● EXERCISE DESCRIPTION:
Each line holding the string "dead" is to be copied from the data.

=== Begin Enclosure ===

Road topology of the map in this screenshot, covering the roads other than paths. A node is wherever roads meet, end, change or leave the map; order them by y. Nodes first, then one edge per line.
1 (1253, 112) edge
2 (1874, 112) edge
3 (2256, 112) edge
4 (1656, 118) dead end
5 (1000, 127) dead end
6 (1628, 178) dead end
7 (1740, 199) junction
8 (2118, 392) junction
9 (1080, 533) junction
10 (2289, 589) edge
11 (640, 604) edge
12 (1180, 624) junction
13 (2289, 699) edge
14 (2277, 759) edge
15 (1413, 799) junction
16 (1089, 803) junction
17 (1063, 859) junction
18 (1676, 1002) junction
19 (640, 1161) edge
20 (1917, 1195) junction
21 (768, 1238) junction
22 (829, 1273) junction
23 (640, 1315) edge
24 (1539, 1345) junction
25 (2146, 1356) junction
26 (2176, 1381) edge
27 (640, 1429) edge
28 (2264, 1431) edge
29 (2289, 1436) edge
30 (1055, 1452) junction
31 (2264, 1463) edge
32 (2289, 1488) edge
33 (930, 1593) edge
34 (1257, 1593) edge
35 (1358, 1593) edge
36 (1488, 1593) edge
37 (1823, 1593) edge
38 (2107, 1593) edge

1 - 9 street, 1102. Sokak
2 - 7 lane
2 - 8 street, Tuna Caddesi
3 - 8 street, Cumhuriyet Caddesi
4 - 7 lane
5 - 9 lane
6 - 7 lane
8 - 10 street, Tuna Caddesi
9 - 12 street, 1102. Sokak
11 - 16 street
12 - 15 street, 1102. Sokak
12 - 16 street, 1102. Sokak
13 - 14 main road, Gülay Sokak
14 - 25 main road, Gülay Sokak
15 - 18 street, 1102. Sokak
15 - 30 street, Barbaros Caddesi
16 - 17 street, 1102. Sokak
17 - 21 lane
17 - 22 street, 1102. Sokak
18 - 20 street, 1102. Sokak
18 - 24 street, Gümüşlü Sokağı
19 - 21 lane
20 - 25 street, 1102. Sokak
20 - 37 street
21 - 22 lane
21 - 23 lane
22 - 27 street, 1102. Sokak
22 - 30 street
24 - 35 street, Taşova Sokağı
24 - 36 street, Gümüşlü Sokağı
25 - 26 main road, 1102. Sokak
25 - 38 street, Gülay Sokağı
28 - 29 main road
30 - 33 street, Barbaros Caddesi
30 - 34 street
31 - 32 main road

=== End Enclosure ===

● SOLUTION FOR THIS EXERCISE:
4 (1656, 118) dead end
5 (1000, 127) dead end
6 (1628, 178) dead end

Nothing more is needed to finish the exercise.